20Years, thank you for a most enlightening post. Thank you for sharing.
VictimCindy, thank you as well for sharing.
There are a lot of things about this that do need to be examined with CALM HEADS…and not “witch hunts” either.
It has been fairly frequently seen that there are FALSE sexual or Touching reports made, as well as VALID ones in divorce hearings.
I don’t think any poster here would find it unbelievable to hear it said that psychopaths SMEAR others for their own purposes.
Some good reads here guys. Thanks!
More information comes out from McQueary
http://www.cnn.com/2011/11/16/us/pennsylvania-sandusky-case/index.html?hpt=hp_t1
Just when you thought more dirt couldn’t come out of this Penn State thing, or one more rat crawl out of the wood work…here it is!
http://www.businessinsider.com/sandusky-lawyer-2011-11
Sandusky’s lawyer is accused of knocking up a 17 year old when he was 49. I guess Pedophiles need to stick together, huh?

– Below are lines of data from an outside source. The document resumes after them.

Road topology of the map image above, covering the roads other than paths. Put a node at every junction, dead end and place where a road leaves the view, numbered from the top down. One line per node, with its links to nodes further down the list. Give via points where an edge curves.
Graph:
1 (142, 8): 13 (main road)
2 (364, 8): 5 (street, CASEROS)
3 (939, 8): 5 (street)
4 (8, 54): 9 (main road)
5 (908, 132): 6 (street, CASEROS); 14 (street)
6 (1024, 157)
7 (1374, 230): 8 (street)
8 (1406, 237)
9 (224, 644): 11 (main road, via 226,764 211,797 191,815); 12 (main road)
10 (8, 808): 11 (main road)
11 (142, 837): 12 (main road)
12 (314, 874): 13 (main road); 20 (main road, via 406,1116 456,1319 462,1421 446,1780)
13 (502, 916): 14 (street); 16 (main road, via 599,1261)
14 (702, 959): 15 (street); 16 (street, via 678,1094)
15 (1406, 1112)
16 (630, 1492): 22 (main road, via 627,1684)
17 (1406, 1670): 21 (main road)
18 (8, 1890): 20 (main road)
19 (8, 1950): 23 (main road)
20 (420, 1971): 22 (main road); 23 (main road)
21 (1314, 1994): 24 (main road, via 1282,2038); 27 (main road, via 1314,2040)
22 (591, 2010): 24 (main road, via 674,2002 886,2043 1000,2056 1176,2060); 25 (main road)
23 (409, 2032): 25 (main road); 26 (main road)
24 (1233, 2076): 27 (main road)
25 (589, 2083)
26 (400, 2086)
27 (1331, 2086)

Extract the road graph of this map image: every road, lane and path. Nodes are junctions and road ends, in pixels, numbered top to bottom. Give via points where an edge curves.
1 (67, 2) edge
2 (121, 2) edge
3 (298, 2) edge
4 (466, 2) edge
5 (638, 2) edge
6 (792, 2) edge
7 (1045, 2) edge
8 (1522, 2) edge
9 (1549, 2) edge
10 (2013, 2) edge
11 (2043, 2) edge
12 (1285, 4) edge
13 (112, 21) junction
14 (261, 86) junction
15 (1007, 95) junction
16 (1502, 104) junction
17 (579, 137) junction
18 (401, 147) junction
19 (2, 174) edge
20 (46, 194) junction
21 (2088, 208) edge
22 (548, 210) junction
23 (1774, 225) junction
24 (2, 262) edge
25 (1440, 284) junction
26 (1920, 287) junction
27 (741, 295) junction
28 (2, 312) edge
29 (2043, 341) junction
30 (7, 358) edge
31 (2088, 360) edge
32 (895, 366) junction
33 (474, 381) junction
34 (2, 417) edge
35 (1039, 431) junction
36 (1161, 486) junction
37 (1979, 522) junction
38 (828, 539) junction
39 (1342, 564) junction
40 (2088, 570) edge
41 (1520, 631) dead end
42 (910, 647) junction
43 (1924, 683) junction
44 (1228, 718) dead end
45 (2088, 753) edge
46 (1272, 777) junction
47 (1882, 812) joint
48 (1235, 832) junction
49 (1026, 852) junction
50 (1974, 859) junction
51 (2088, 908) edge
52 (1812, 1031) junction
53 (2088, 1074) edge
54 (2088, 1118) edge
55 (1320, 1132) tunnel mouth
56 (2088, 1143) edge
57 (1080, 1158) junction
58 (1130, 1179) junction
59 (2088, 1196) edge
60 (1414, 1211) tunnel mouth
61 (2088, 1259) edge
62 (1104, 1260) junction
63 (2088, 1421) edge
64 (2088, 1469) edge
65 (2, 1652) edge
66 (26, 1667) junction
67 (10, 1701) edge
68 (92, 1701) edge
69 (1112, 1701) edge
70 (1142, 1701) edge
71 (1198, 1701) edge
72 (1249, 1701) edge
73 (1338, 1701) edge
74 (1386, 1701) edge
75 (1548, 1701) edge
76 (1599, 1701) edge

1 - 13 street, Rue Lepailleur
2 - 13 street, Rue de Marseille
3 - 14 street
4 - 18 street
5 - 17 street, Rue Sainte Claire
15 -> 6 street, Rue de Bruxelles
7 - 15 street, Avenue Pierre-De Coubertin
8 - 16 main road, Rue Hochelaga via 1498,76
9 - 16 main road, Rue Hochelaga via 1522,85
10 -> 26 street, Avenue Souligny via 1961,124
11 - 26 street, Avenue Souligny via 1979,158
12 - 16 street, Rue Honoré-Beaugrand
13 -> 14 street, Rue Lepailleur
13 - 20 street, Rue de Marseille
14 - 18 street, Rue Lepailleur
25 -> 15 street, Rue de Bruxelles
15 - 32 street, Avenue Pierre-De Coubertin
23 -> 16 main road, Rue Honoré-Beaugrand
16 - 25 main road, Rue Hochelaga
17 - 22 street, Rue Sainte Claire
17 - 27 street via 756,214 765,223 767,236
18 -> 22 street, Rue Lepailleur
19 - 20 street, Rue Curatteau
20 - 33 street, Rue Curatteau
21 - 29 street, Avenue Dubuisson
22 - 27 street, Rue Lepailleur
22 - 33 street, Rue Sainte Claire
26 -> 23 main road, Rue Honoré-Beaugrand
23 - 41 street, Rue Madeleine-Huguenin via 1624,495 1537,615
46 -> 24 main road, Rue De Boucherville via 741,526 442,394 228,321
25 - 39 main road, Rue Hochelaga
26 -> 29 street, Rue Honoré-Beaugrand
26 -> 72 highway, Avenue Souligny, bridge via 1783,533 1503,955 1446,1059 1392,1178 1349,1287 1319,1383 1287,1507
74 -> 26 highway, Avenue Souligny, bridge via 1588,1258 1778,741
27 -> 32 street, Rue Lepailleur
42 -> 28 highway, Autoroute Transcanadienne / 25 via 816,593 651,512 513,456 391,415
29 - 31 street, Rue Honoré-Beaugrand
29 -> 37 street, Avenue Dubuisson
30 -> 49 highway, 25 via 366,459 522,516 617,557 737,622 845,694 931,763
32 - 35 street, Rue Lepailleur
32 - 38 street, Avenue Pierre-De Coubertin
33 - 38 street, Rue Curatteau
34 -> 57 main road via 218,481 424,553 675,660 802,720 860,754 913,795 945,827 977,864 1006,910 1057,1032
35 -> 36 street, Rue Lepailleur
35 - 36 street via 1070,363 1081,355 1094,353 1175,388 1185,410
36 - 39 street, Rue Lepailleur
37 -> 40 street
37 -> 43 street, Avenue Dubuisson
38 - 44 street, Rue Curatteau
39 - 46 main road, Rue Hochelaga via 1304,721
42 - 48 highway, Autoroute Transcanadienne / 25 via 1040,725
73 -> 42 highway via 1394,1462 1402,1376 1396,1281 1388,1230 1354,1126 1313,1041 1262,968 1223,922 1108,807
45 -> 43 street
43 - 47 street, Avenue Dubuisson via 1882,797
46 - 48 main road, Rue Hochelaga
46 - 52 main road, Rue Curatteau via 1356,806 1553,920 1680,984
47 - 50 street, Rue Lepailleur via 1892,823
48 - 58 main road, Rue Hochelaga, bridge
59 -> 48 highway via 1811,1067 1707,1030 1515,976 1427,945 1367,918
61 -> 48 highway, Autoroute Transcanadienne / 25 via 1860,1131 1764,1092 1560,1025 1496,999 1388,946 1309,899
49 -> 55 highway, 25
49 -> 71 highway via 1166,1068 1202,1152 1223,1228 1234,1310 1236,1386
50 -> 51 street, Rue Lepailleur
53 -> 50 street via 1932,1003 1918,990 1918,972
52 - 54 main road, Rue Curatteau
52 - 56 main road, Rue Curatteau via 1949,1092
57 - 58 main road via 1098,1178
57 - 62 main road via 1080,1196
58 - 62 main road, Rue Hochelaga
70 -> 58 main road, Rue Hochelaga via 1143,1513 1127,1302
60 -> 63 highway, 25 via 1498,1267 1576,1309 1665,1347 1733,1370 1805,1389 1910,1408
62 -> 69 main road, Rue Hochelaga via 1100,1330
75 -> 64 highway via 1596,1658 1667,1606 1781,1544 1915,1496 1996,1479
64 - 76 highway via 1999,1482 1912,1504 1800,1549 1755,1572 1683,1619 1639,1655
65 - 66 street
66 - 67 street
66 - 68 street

Oh absolutely, I think pedophiles stick together!! My ex’s favorite author was Lewis Carroll (Charles Lutwidge Dodgson). I didn’t think much of it when he told me but later I learned that “Dodgson’s friendships with young girls and psychological readings of his work ”“ especially his photographs of nude or semi-nude girls ”“ have all led to speculation that he was a pedophile.” My ex took several pornographic photos of an 8 year old girl and he molested her in one of the photos.
Hosanna,
Yea, it is frustrating, and they do seem to “stick together”—the minister in my tiny country congregation was arrested recently for pedophile stalking of what he thought was a 14 year old girl. Turned out to be a 40 year old male deputy though!~ He was SOOOOO understanding of the Trojan Horse psychopath’s being arrested for pedophilia….and so harsh toward me for “accusing him” unjustly—makes sense now though. What makes me really upset is the church trying to “hush up” the arrest though. Protect the home team, no matter what! Now tell me, is that what Jesus would do? Nah, me thinks not! When He saw people abusing the Temple, he made a whip out of ropes and DROVE THEM OUT, He didn’t try to hide it! When his apostles tried to get the “pesky kids” out of the way of the Master, he said “Anyone who offends one of these little ones would be better off with a millstone tied around his neck and cast into the sea.” (Paraphrased) So I don’t think Jesus would have been so “understanding” about Jerry Sandusky’s “problems” or the reputation of the team, I think the whole nasty group of them would be better off with the millstone around their necks than facing a just God.
@....... Ox Drover
I agree with what you say about a church trying to minimize or cover this up. I am a Christian, I have been working in ministry and on church staff for years. My experience with the psychopath pedophile pastor and how many in the church looked the other way and/or condemned me for exposing him has challenged my thoughts about church to the very core!! At the end of the day I realized that there are some really sick churches out there and sometimes it is hard to tell until there is an issue like this. There are also healthy churches that don’t think twice about doing the right thing! Yes, the bible is full of warnings about false Christians! From now on I am asking up front how the leadership handles issues like this.
And Oxy, what do you mean by “Trojan Horse” Psychopath? Does that refer to their methods or is it something else? I’m not familiar with that term.